Ce signal ne prouve pas que le bitcoin ait atteint son plus bas, mais il montre que les grands détenteurs achetaient tandis que les acteurs les plus fragiles du marché subissaient des pertes. Cette distinction a façonné l’argumentation générale : la baisse de juin ressemblait moins à un effondrement de la conviction à long terme qu’à une combinaison de pressions macroéconomiques, de repositionnements forcés et de tensions institutionnelles.

Quels sont les trois signaux qui pourraient déterminer si le creux se confirme ?

L’analyse mettait en garde contre le fait de se fier uniquement au cours, en affirmant :

« Trois éléments vous en diront plus que n’importe quelle évolution isolée des cours. »

Le premier est le chiffre de l’inflation publié fin juillet. Un résultat en baisse, notamment sur les coûts énergétiques, renforcerait les arguments en faveur d’un assouplissement de la Réserve fédérale plus tard en 2026 et réduirait l’un des principaux freins pesant sur les actifs risqués.

Le deuxième est de savoir si le bitcoin se maintiendra dans la fourchette de 59 000 à 62 000 dollars, où sa moyenne mobile sur 200 semaines coïncide avec les niveaux d’achat historiques. Une clôture hebdomadaire en dessous de cette fourchette signalerait un risque baissier accru.

Le troisième facteur concerne les élections de mi-mandat de novembre. L’analyse a relevé que le bitcoin affichait une corrélation inverse de -0,79 avec les cotes d’un raz-de-marée démocrate sur Polymarket depuis mi-2025. L’accumulation par les « baleines » suggère que le bitcoin pourrait être proche d’un creux de cycle, mais les éléments probants restent incomplets. L’inflation, le soutien technique, le positionnement en vue des élections de mi-mandat et les informations divulguées par Strategy détermineront si le mois de juin a été un simple repli ou s’il s’agit d’une tension plus profonde. Le 29 juin, Strategy a autorisé jusqu’à 1,25 milliard de dollars de ventes de bitcoins pour financer sa réserve de trésorerie et a depuis fait état de ces ventes ; les prochains dépôts de documents seront donc essentiels pour suivre d’éventuelles ventes supplémentaires.

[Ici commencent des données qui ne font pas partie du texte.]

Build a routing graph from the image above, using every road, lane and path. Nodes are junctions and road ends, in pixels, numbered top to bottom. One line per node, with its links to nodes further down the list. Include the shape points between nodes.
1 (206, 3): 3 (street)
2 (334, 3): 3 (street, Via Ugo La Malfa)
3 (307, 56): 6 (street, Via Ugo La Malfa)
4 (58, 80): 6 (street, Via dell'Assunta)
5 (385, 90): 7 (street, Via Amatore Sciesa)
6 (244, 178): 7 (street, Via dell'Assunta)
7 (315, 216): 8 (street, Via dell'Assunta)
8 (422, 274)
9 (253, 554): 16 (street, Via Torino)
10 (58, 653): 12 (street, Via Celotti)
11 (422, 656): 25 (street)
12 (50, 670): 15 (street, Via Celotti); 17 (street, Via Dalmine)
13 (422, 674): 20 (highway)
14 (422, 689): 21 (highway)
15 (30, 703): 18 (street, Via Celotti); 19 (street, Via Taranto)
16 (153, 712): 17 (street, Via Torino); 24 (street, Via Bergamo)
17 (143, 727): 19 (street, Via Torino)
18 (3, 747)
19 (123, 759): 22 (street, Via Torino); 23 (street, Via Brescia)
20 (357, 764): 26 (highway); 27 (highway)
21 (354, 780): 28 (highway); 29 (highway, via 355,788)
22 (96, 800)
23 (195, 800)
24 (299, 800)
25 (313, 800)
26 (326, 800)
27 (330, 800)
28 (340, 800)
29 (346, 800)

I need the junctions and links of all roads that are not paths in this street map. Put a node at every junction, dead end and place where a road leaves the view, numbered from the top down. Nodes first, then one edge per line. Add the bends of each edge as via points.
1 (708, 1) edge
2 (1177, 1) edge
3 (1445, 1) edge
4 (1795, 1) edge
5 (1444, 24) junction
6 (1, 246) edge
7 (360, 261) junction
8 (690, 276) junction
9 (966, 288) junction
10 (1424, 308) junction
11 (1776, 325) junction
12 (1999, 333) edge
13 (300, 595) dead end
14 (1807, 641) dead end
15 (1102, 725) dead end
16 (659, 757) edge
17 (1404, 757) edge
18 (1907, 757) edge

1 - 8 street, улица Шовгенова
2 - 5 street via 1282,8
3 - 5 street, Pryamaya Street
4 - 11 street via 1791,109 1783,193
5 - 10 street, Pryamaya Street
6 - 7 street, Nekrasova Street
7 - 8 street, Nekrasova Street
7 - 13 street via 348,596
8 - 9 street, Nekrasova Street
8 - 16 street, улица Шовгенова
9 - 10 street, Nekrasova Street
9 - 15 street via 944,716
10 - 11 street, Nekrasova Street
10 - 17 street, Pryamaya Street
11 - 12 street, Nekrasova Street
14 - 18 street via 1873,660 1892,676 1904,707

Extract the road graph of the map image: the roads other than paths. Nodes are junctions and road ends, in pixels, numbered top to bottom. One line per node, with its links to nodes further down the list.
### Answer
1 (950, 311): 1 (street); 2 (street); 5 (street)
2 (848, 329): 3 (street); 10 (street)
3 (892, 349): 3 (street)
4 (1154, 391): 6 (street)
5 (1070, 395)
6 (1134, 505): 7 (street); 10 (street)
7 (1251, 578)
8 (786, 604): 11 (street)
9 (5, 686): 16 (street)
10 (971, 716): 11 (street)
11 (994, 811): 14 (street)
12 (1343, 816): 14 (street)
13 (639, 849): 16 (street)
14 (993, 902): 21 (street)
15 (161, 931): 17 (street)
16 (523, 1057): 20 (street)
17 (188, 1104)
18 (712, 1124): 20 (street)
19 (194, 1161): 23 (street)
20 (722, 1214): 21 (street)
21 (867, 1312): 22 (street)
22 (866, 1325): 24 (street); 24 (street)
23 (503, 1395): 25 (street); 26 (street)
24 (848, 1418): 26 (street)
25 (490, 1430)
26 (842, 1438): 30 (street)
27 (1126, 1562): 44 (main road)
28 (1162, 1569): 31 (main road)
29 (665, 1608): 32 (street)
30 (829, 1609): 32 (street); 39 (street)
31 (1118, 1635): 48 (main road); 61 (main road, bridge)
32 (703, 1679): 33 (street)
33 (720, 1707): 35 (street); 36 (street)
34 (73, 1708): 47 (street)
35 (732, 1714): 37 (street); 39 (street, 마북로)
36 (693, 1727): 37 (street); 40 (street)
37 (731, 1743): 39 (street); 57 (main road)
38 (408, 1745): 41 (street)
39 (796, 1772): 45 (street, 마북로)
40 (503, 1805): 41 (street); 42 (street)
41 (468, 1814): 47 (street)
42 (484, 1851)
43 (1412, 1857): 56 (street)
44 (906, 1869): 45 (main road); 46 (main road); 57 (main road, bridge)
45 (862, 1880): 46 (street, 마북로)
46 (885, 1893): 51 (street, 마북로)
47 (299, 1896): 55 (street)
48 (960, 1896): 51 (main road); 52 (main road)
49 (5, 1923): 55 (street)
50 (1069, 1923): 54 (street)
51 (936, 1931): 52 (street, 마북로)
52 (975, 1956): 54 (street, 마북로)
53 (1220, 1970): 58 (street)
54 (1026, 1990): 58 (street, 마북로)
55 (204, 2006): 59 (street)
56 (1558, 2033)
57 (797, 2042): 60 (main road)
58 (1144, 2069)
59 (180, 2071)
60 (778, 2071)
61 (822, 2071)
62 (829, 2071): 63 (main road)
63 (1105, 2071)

Pourquoi la pire chute de juin depuis 2022 a été plus importante que celle du bitcoin

La chute du bitcoin s’est produite dans le cadre d’un mouvement plus général d’aversion au risque, après que le resserrement agressif de la politique monétaire des banques centrales et un choc énergétique ont fait grimper les anticipations d’inflation. Le Nasdaq a perdu 1 130 milliards de dollars de capitalisation boursière au cours du mois de juin, tandis que le S&P 500 a cédé 560 milliards de dollars et que les actifs numériques ont perdu 380 milliards de dollars.

La plus grande cryptomonnaie a également subi la pression vendeuse exercée par les ETF américains sur le bitcoin au comptant, qui ont enregistré plus de 2,5 milliards de dollars de sorties de capitaux au cours du mois de juin. Une grande partie de ces mouvements était liée au « basis trade », les traders ayant dénoué leurs positions entre les ETF au comptant et les contrats à terme sur le bitcoin. Les données du CME ont montré que les fonds à effet de levier ont réduit leurs positions courtes d’environ 100 000 BTC à 63 000 BTC, soit environ 2,3 milliards de dollars, ce qui suggère un dénouement d’opérations d’arbitrage plutôt qu’un abandon du bitcoin par les investisseurs à long terme. L’analyse a conclu :

« La thèse à long terme concernant cette classe d’actifs reste intacte, et les fondamentaux se sont, au contraire, améliorés au cours de cette correction. Cela rappelle pourquoi le dimensionnement des positions revêt davantage d’importance au cours d’un mois comme juin que pendant les mois où les cours ne font que monter. »

Cet article a été traduit de l'anglais à l'aide de l'IA. La version originale en anglais fait foi ; les traductions automatiques peuvent contenir des inexactitudes, en particulier dans la terminologie juridique et réglementaire.